- **TASK**
Below are lines of data; count those containing the word "paths" and write nothing but the number.

- **DATASET RECORDS**
== == ==

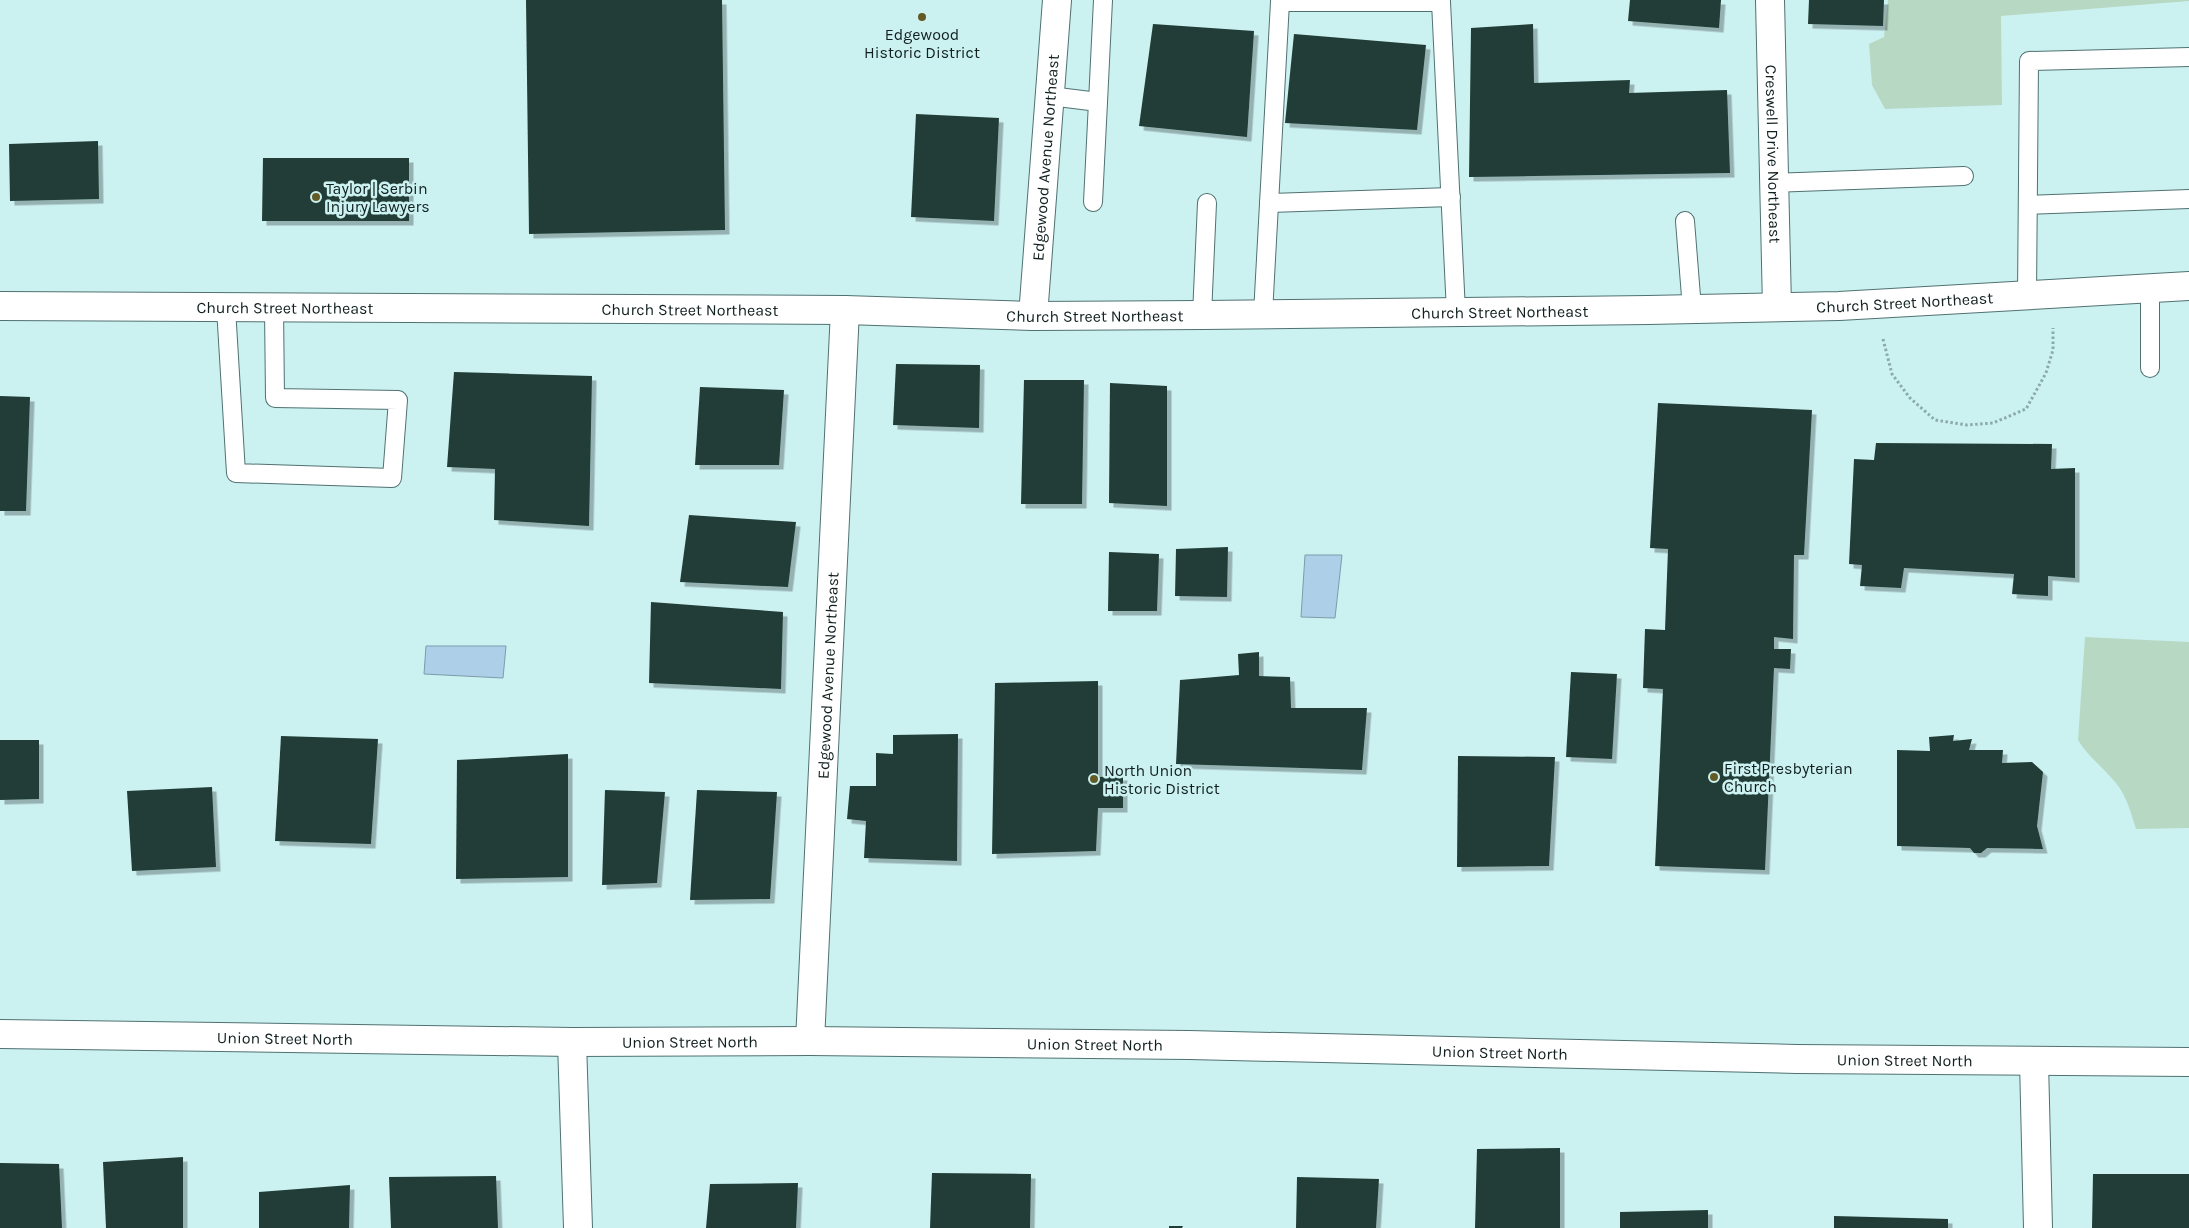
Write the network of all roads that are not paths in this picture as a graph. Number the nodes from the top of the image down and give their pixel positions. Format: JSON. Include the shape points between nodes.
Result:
{"nodes":[{"id":1,"x":1057,"y":0,"type":"edge"},
{"id":2,"x":1103,"y":0,"type":"edge"},
{"id":3,"x":1770,"y":0,"type":"edge"},
{"id":4,"x":2189,"y":57,"type":"edge"},
{"id":5,"x":1050,"y":96,"type":"junction"},
{"id":6,"x":1098,"y":102,"type":"junction"},
{"id":7,"x":1964,"y":176,"type":"dead end"},
{"id":8,"x":1774,"y":183,"type":"junction"},
{"id":9,"x":1450,"y":197,"type":"junction"},
{"id":10,"x":2189,"y":199,"type":"edge"},
{"id":11,"x":1093,"y":202,"type":"dead end"},
{"id":12,"x":1207,"y":203,"type":"dead end"},
{"id":13,"x":1269,"y":203,"type":"junction"},
{"id":14,"x":2028,"y":205,"type":"junction"},
{"id":15,"x":1685,"y":221,"type":"dead end"},
{"id":16,"x":2189,"y":286,"type":"edge"},
{"id":17,"x":2150,"y":288,"type":"junction"},
{"id":18,"x":2027,"y":295,"type":"junction"},
{"id":19,"x":0,"y":306,"type":"edge"},
{"id":20,"x":1777,"y":307,"type":"junction"},
{"id":21,"x":226,"y":308,"type":"junction"},
{"id":22,"x":274,"y":308,"type":"junction"},
{"id":23,"x":1692,"y":309,"type":"junction"},
{"id":24,"x":845,"y":310,"type":"junction"},
{"id":25,"x":1456,"y":312,"type":"junction"},
{"id":26,"x":1263,"y":314,"type":"junction"},
{"id":27,"x":1202,"y":315,"type":"junction"},
{"id":28,"x":1034,"y":316,"type":"junction"},
{"id":29,"x":2150,"y":368,"type":"dead end"},
{"id":30,"x":0,"y":1034,"type":"edge"},
{"id":31,"x":810,"y":1041,"type":"junction"},
{"id":32,"x":572,"y":1042,"type":"junction"},
{"id":33,"x":2034,"y":1061,"type":"junction"},
{"id":34,"x":2189,"y":1062,"type":"edge"},
{"id":35,"x":578,"y":1228,"type":"edge"},
{"id":36,"x":2038,"y":1228,"type":"edge"}],
"edges":[{"from":1,"to":5,"type":"street","name":"Edgewood Avenue Northeast"},
{"from":2,"to":6,"type":"lane"},
{"from":3,"to":8,"type":"street","name":"Creswell Drive Northeast"},
{"from":4,"to":14,"type":"lane","via":[[2030,61]]},
{"from":5,"to":6,"type":"lane"},
{"from":5,"to":28,"type":"street","name":"Edgewood Avenue Northeast"},
{"from":6,"to":11,"type":"lane"},
{"from":7,"to":8,"type":"lane"},
{"from":8,"to":20,"type":"street","name":"Creswell Drive Northeast"},
{"from":9,"to":13,"type":"lane"},
{"from":9,"to":13,"type":"lane","via":[[1441,2],[1280,2]]},
{"from":9,"to":25,"type":"lane"},
{"from":10,"to":14,"type":"lane"},
{"from":12,"to":27,"type":"lane"},
{"from":13,"to":26,"type":"lane"},
{"from":14,"to":18,"type":"lane"},
{"from":15,"to":23,"type":"lane"},
{"from":16,"to":17,"type":"street","name":"Church Street Northeast"},
{"from":17,"to":18,"type":"street","name":"Church Street Northeast"},
{"from":17,"to":29,"type":"lane"},
{"from":18,"to":20,"type":"street","name":"Church Street Northeast"},
{"from":19,"to":21,"type":"street","name":"Church Street Northeast"},
{"from":20,"to":23,"type":"street","name":"Church Street Northeast"},
{"from":21,"to":22,"type":"street","name":"Church Street Northeast"},
{"from":21,"to":22,"type":"lane","via":[[236,473],[392,478],[398,400],[275,398]]},
{"from":22,"to":24,"type":"street","name":"Church Street Northeast"},
{"from":23,"to":25,"type":"street","name":"Church Street Northeast"},
{"from":24,"to":28,"type":"street","name":"Church Street Northeast"},
{"from":24,"to":31,"type":"street","name":"Edgewood Avenue Northeast"},
{"from":25,"to":26,"type":"street","name":"Church Street Northeast"},
{"from":26,"to":27,"type":"street","name":"Church Street Northeast"},
{"from":27,"to":28,"type":"street","name":"Church Street Northeast"},
{"from":30,"to":32,"type":"street","name":"Union Street North"},
{"from":31,"to":32,"type":"street","name":"Union Street North"},
{"from":31,"to":33,"type":"street","name":"Union Street North"},
{"from":32,"to":35,"type":"street"},
{"from":33,"to":34,"type":"street","name":"Union Street North"},
{"from":33,"to":36,"type":"street"}]}
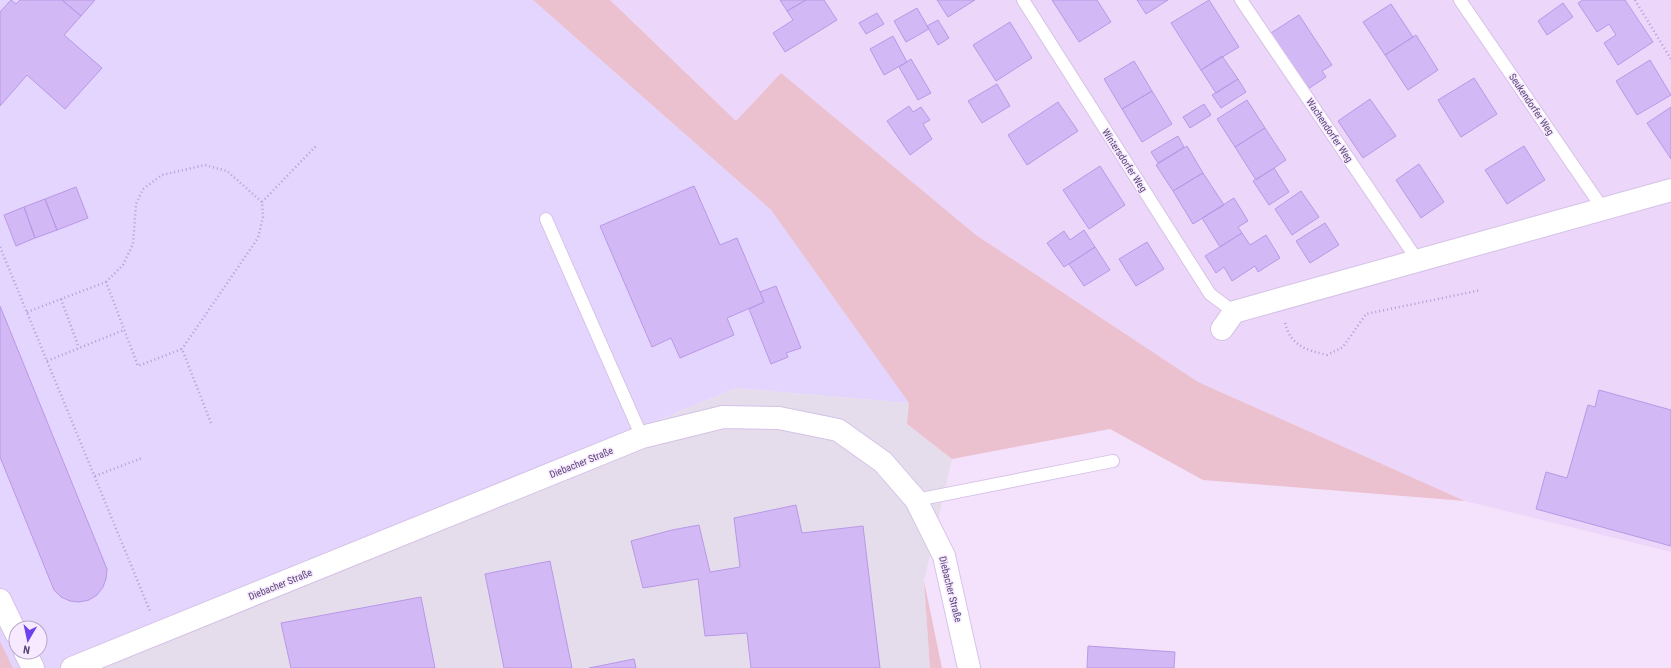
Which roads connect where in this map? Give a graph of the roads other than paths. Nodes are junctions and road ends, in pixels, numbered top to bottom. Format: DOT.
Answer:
graph roads {
  1 [pos="1023,0"];
  2 [pos="1241,0"];
  3 [pos="1460,0"];
  4 [pos="1671,190"];
  5 [pos="1603,209"];
  6 [pos="546,219"];
  7 [pos="1418,261"];
  8 [pos="1228,321"];
  9 [pos="642,437"];
  10 [pos="1112,461"];
  11 [pos="916,500"];
  12 [pos="0,600"];
  13 [pos="10,620"];
  14 [pos="72,668"];
  15 [pos="969,668"];
  1 -- 8 [label="lane, Wintersdorfer Weg"];
  2 -- 7 [label="lane, Wachendorfer Weg"];
  3 -- 5 [label="lane, Seukendorfer Weg"];
  4 -- 5 [label="street"];
  5 -- 7 [label="street"];
  6 -- 9 [label="lane"];
  7 -- 8 [label="street"];
  9 -- 11 [label="street, Diebacher Straße"];
  9 -- 14 [label="street, Diebacher Straße"];
  10 -- 11 [label="lane"];
  11 -- 15 [label="street, Diebacher Straße"];
  12 -- 13 [label="street"];
}
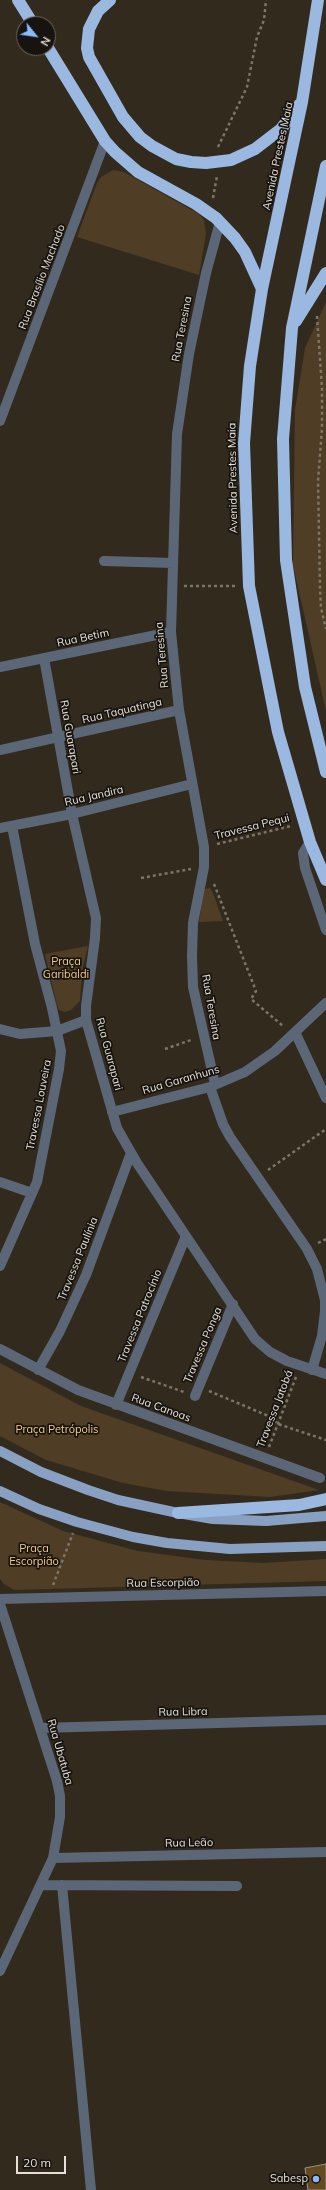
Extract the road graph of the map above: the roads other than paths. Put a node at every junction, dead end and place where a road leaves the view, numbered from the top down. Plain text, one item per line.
1 (18, 0) edge
2 (110, 0) edge
3 (318, 0) edge
4 (28, 16) edge
5 (53, 56) edge
6 (302, 102) junction
7 (105, 141) junction
8 (326, 166) edge
9 (220, 222) junction
10 (326, 273) edge
11 (262, 289) junction
12 (292, 328) junction
13 (0, 421) edge
14 (104, 561) dead end
15 (173, 563) junction
16 (171, 632) junction
17 (44, 658) junction
18 (0, 667) edge
19 (180, 710) junction
20 (58, 738) junction
21 (0, 750) edge
22 (326, 772) edge
23 (192, 784) junction
24 (72, 814) junction
25 (12, 826) junction
26 (0, 828) edge
27 (310, 842) junction
28 (326, 880) edge
29 (326, 930) edge
30 (326, 1003) edge
31 (86, 1020) junction
32 (0, 1030) edge
33 (57, 1031) junction
34 (294, 1033) junction
35 (212, 1085) junction
36 (326, 1098) edge
37 (112, 1112) junction
38 (131, 1152) junction
39 (0, 1182) edge
40 (32, 1193) junction
41 (186, 1236) junction
42 (0, 1266) edge
43 (233, 1304) junction
44 (0, 1349) edge
45 (38, 1370) junction
46 (312, 1370) junction
47 (326, 1374) edge
48 (195, 1396) road end
49 (116, 1405) junction
50 (0, 1451) edge
51 (320, 1478) dead end
52 (0, 1491) edge
53 (326, 1500) edge
54 (178, 1513) junction
55 (326, 1516) edge
56 (326, 1546) edge
57 (326, 1591) edge
58 (0, 1598) edge
59 (0, 1604) edge
60 (326, 1720) edge
61 (40, 1728) junction
62 (326, 1852) edge
63 (53, 1858) junction
64 (41, 1885) junction
65 (62, 1885) junction
66 (237, 1886) dead end
67 (0, 1971) edge
68 (92, 2190) edge

1 - 4 highway
2 - 6 highway
3 - 6 highway, Avenida Prestes Maia
5 - 7 highway
6 - 11 highway, Avenida Prestes Maia
7 - 9 highway
7 - 13 street, Rua Brasílio Machado
8 - 12 highway
9 - 11 highway
9 - 15 street, Rua Teresina
10 - 12 highway
11 - 27 highway, Avenida Prestes Maia
12 - 22 highway
14 - 15 street
15 - 16 street, Rua Teresina
16 - 17 street, Rua Betim
16 - 19 street, Rua Teresina
17 - 18 street, Rua Betim
17 - 20 street, Rua Guarapari
19 - 20 street, Rua Taquatinga
19 - 23 street, Rua Teresina
20 - 21 street, Rua Taquatinga
20 - 24 street, Rua Guarapari
23 - 24 street, Rua Jandira
23 - 35 street, Rua Teresina
24 - 25 street, Rua Jandira
24 - 31 street, Rua Guarapari
25 - 26 street, Rua Jandira
25 - 33 street, Travessa Louveira
27 - 28 highway, Avenida Prestes Maia
27 - 29 street
30 - 34 street, Rua Garanhuns
31 - 33 street
31 - 37 street, Rua Guarapari
32 - 33 street
33 - 40 street, Travessa Louveira
34 - 35 street, Rua Garanhuns
34 - 36 street
35 - 37 street, Rua Garanhuns
35 - 46 street, Rua Teresina
37 - 38 street, Rua Guarapari
38 - 41 street, Rua Guarapari
38 - 45 street, Travessa Paulínia
39 - 40 street
40 - 42 street, Travessa Louveira
41 - 43 street, Rua Guarapari
41 - 49 street, Travessa Patrocínio
43 - 46 street, Rua Guarapari
43 - 48 street, Travessa Ponga
44 - 45 street, Rua Canoas
45 - 49 street, Rua Canoas
46 - 47 street, Rua Guarapari
49 - 51 street, Rua Canoas
50 - 54 main road
52 - 56 main road
53 - 54 highway
54 - 55 main road
57 - 58 street, Rua Escorpião
59 - 61 street, Rua Ubatuba
60 - 61 street, Rua Libra
61 - 63 street, Rua Ubatuba
62 - 63 street, Rua Leão
63 - 64 street, Rua Ubatuba
64 - 65 street
64 - 67 street, Rua Ubatuba
65 - 66 street
65 - 68 street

== == ==

- **WORKED SOLUTION**
3